Personal information
- Full name: George Johnston
- Date of birth: 21 March 1947
- Place of birth: Glasgow, Scotland
- Date of death: 9 February 2025 (aged 77)
- Place of death: Cardiff, Wales
- Position: Forward

Youth career
- 1962–1964: Cardiff City

Senior career*
- Years: Team / Apps / (Gls)
- 1964–1967: Cardiff City / 60 / (21)
- 1967–1969: Arsenal / 21 / (3)
- 1969–1970: Birmingham City / 9 / (1)
- 1970: → Walsall (loan) / 5 / (1)
- 1970–1972: Fulham / 39 / (12)
- 1972–1973: Hereford United / 18 / (5)
- 1973–1974: Newport County / 3 / (0)

= George Johnston (footballer, born 1947) =

Scottish footballer (1947–2025)

George Johnston (21 March 1947 – 9 February 2025) was a Scottish professional footballer who played as a forward. He played more than 150 matches in the English Football League.

==Life and career==
Johnston was born in Glasgow. He began his football career as a junior at Cardiff City, turning professional in 1964 and making his debut at the end of the 1964–65 season at the age of 17. He was part of Cardiff's 1965 Welsh Cup-winning team. The following year he settled into the side and, playing alongside the likes of John Charles and John Toshack, he finished as the club's top scorer with a total of 23 goals. In March 1967, Johnston played in a benefit match for victims of the Aberfan disaster against Arsenal and scored twice against the London club, which persuaded them to offer £20,000 to Cardiff to sign him.
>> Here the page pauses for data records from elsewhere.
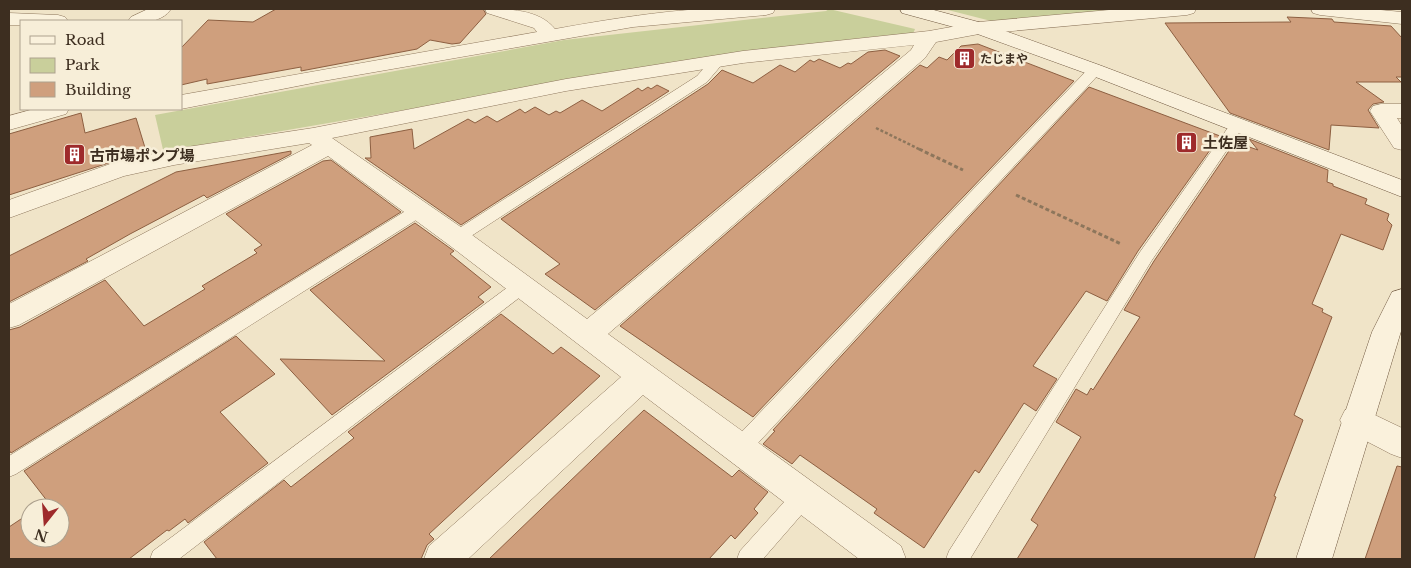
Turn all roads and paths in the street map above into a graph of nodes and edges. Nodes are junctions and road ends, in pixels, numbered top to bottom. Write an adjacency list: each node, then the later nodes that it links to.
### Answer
1 (162, 9): 10 (street)
2 (494, 9): 12 (street)
3 (766, 9): 12 (street)
4 (1187, 9): 11 (street)
5 (1320, 9): 7 (street)
6 (918, 10): 11 (street)
7 (1402, 18)
8 (9, 19): 9 (street)
9 (34, 20)
10 (140, 20)
11 (979, 28): 13 (street); 15 (street)
12 (550, 35): 16 (street)
13 (929, 37): 14 (street); 19 (street)
14 (717, 62): 22 (street); 28 (lane)
15 (1095, 70): 21 (street); 24 (lane)
16 (182, 102)
17 (54, 110): 20 (street)
18 (1402, 111): 23 (street)
19 (848, 115): 24 (path); 33 (street)
20 (9, 123)
21 (1236, 125): 25 (street); 29 (lane)
22 (321, 141): 26 (street); 27 (street); 32 (street)
23 (1402, 143)
24 (989, 183): 29 (path); 37 (lane)
25 (1402, 190)
26 (9, 209)
27 (418, 211): 28 (street); 38 (lane)
28 (456, 238): 30 (street)
29 (1146, 256): 44 (lane)
30 (522, 286): 33 (street); 40 (lane)
31 (1402, 300): 35 (street)
32 (9, 317)
33 (588, 335): 34 (street)
34 (642, 377): 37 (street); 41 (street)
35 (1356, 420): 36 (street); 45 (street)
36 (1402, 444)
37 (738, 449): 39 (street)
38 (9, 467)
39 (802, 498): 42 (lane); 43 (street)
40 (161, 559)
41 (442, 559)
42 (748, 559)
43 (888, 559)
44 (957, 559)
45 (1314, 559)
He made his debut for Arsenal on 19 August 1967, against Stoke City, and made 17 appearances in his first season, 1967-68. However, he could not hold down a place in 1968–69 and was dropped to the reserves, where he won a Football Combination winners' medal. Out of the Arsenal first team, he joined Second Division club Birmingham City in the summer of 1969, for a fee of £30,000. He made 25 appearances and scored 3 goals for Arsenal.
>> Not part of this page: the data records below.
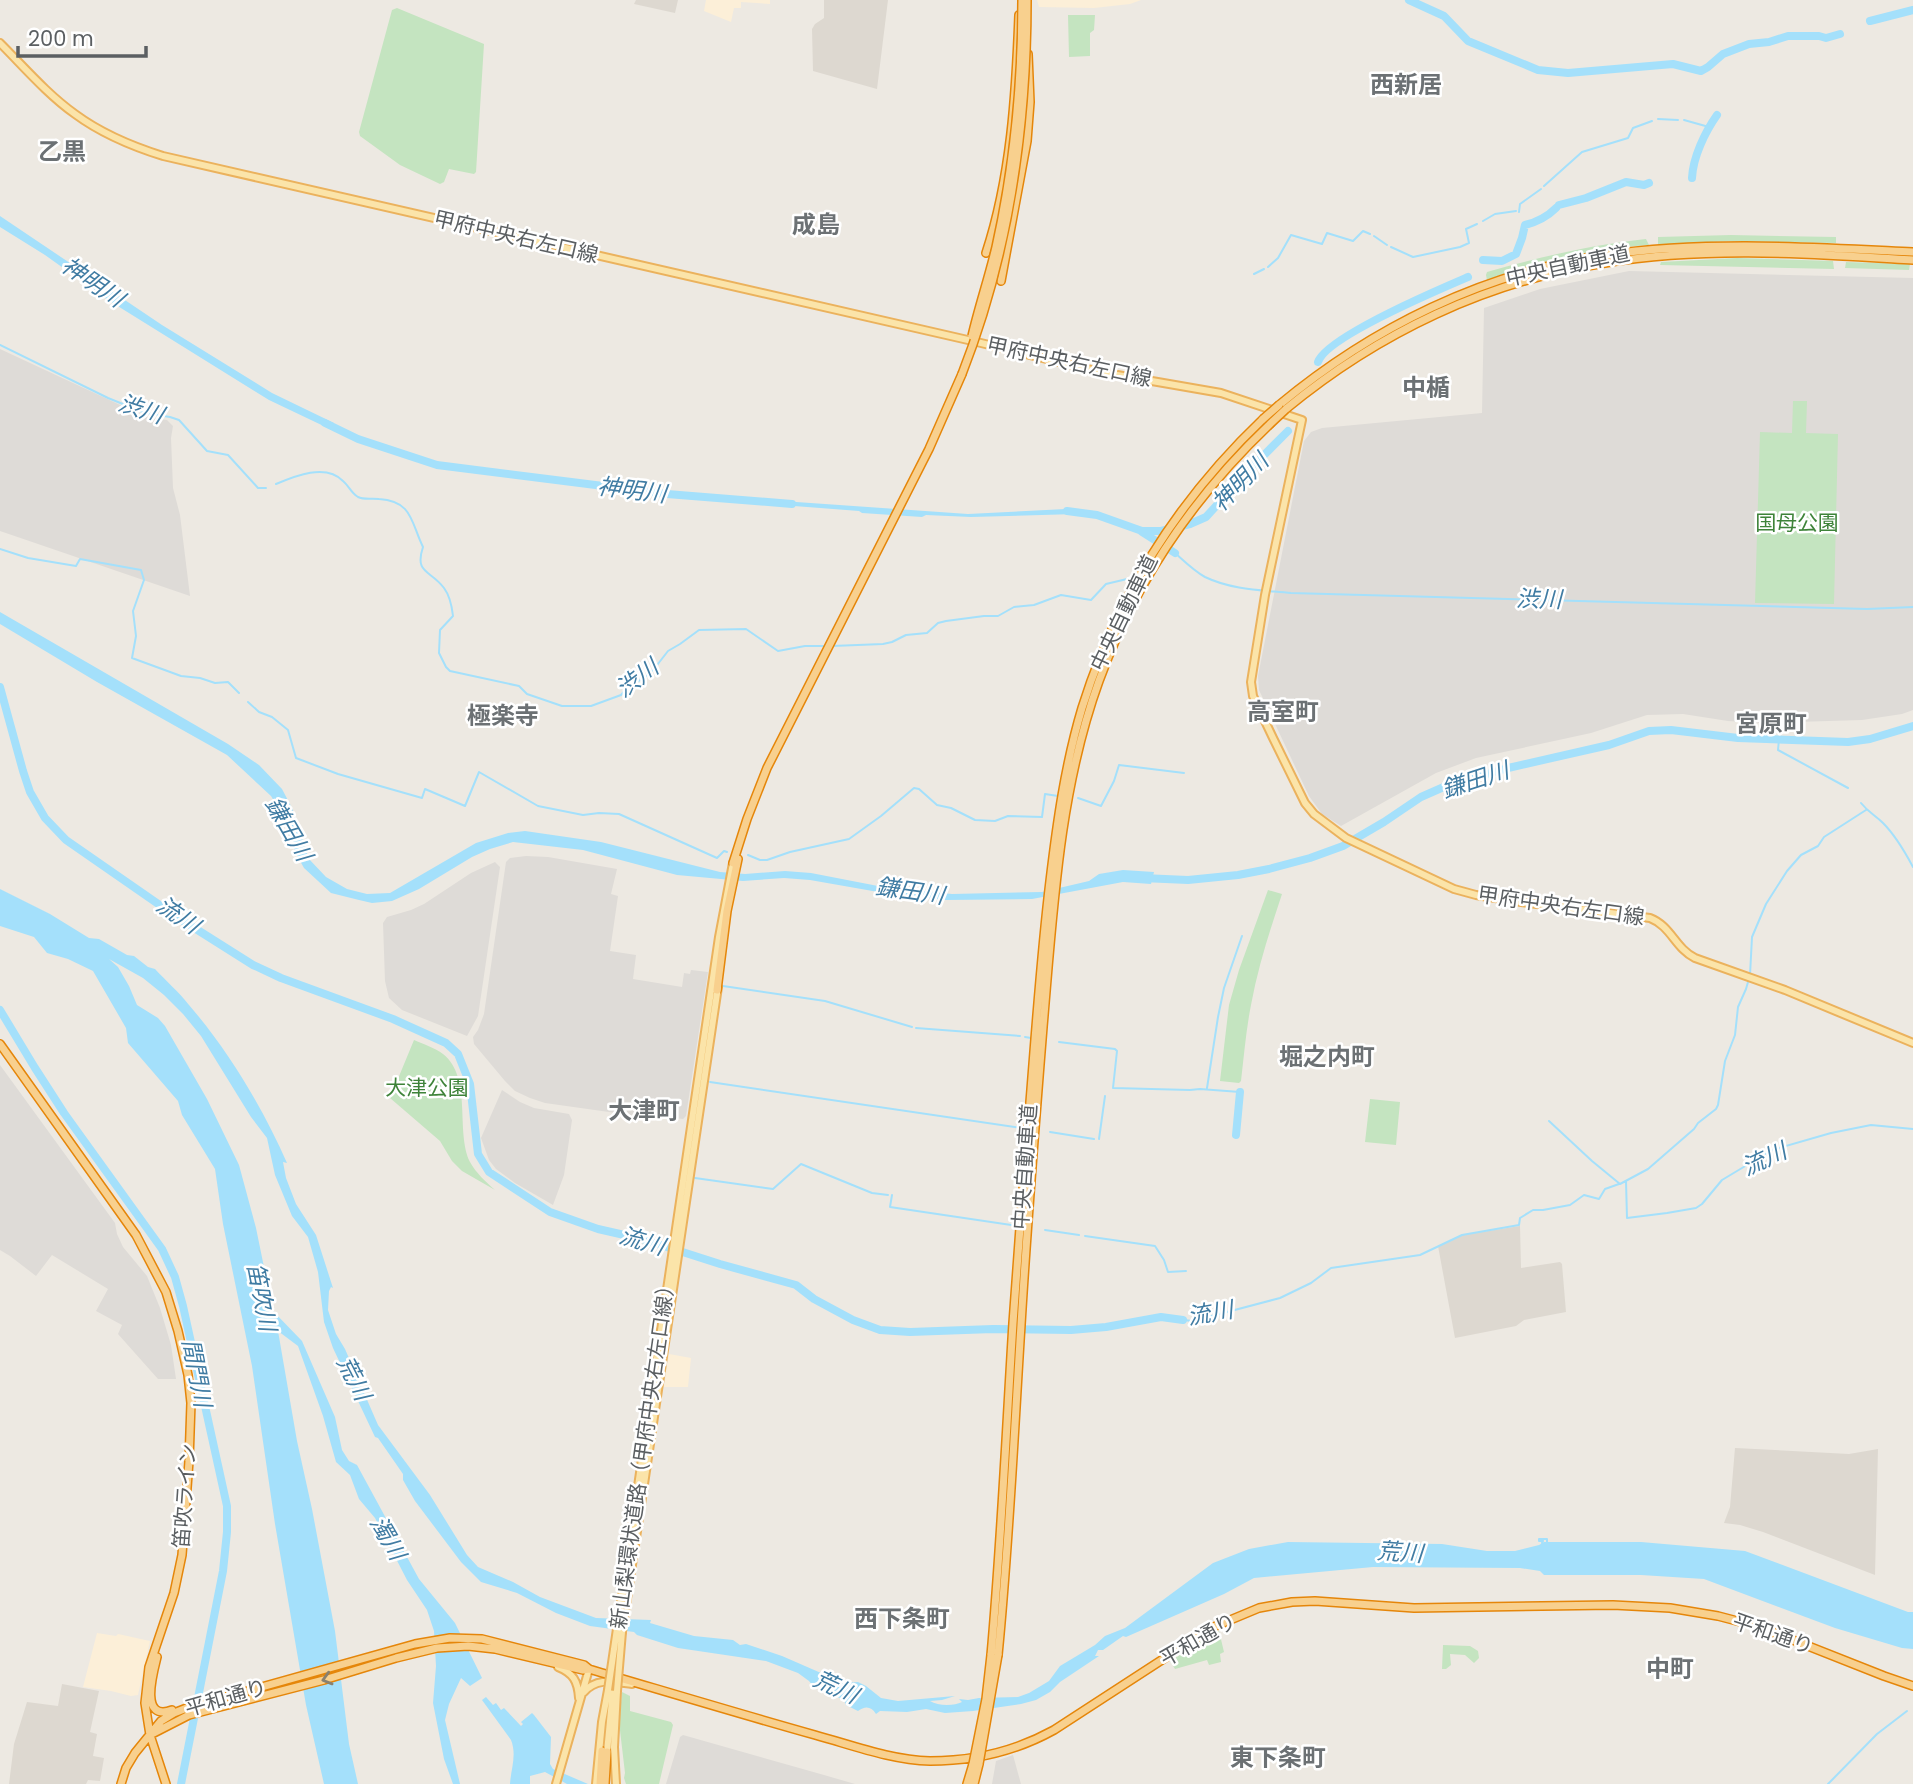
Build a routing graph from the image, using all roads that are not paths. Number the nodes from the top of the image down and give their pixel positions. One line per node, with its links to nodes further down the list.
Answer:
1 (1022, 0): 2 (highway, bridge); 5 (highway, bridge); 8 (highway, bridge)
2 (1027, 22): 7 (highway, bridge); 8 (highway, bridge)
3 (0, 43): 12 (main road, 甲府中央右左口線)
4 (1913, 252): 9 (highway, 中央自動車道)
5 (986, 253)
6 (1913, 260): 9 (highway, 中央自動車道)
7 (1001, 281)
8 (962, 374): 10 (highway)
9 (1283, 407): 28 (highway, 中央自動車道, bridge)
10 (731, 886): 11 (highway); 14 (main road, 新山梨環状道路（甲府中央右左口線）)
11 (717, 990): 14 (main road, 新山梨環状道路（甲府中央右左口線）)
12 (1913, 1043)
13 (0, 1044): 16 (highway, 笛吹ライン)
14 (676, 1251): 15 (main road, 新山梨環状道路（甲府中央右左口線）)
15 (627, 1582): 22 (main road, 新山梨環状道路（甲府中央右左口線）, bridge); 22 (main road, 新山梨環状道路（甲府中央右左口線）, bridge)
16 (165, 1622): 25 (highway); 26 (highway, 笛吹ライン)
17 (393, 1654): 18 (highway, 平和通り); 19 (highway, 平和通り); 23 (highway, 平和通り)
18 (521, 1654): 19 (highway, 平和通り); 24 (main road)
19 (589, 1669): 20 (highway, 平和通り); 24 (main road)
20 (645, 1686): 21 (highway, 平和通り); 24 (main road)
21 (1913, 1686)
22 (613, 1690): 27 (main road, 新山梨環状道路（甲府中央右左口線）); 32 (main road); 33 (main road)
23 (259, 1693): 25 (highway, 平和通り); 25 (highway, 平和通り)
24 (578, 1707): 31 (main road)
25 (189, 1709): 26 (highway, 平和通り)
26 (150, 1735): 29 (highway); 30 (highway, 笛吹ライン)
27 (604, 1752): 32 (highway)
28 (976, 1764): 34 (highway); 35 (highway)
29 (121, 1784)
30 (166, 1784)
31 (557, 1784)
32 (599, 1784)
33 (616, 1784)
34 (967, 1784)
35 (974, 1784)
Signed as a replacement for Fred Pickering, Johnston failed to hold down a first-team place. A period on loan at Walsall immediately preceded a £6,000 move to Fulham, where he spent two years. A season with Hereford United followed, and one more with Newport County, before, at the age of just 26, he dropped out of league football.

==Later life and death==
Johnston later settled in Cardiff and worked for a marine engineering company. He died there on 9 February 2025, aged 77.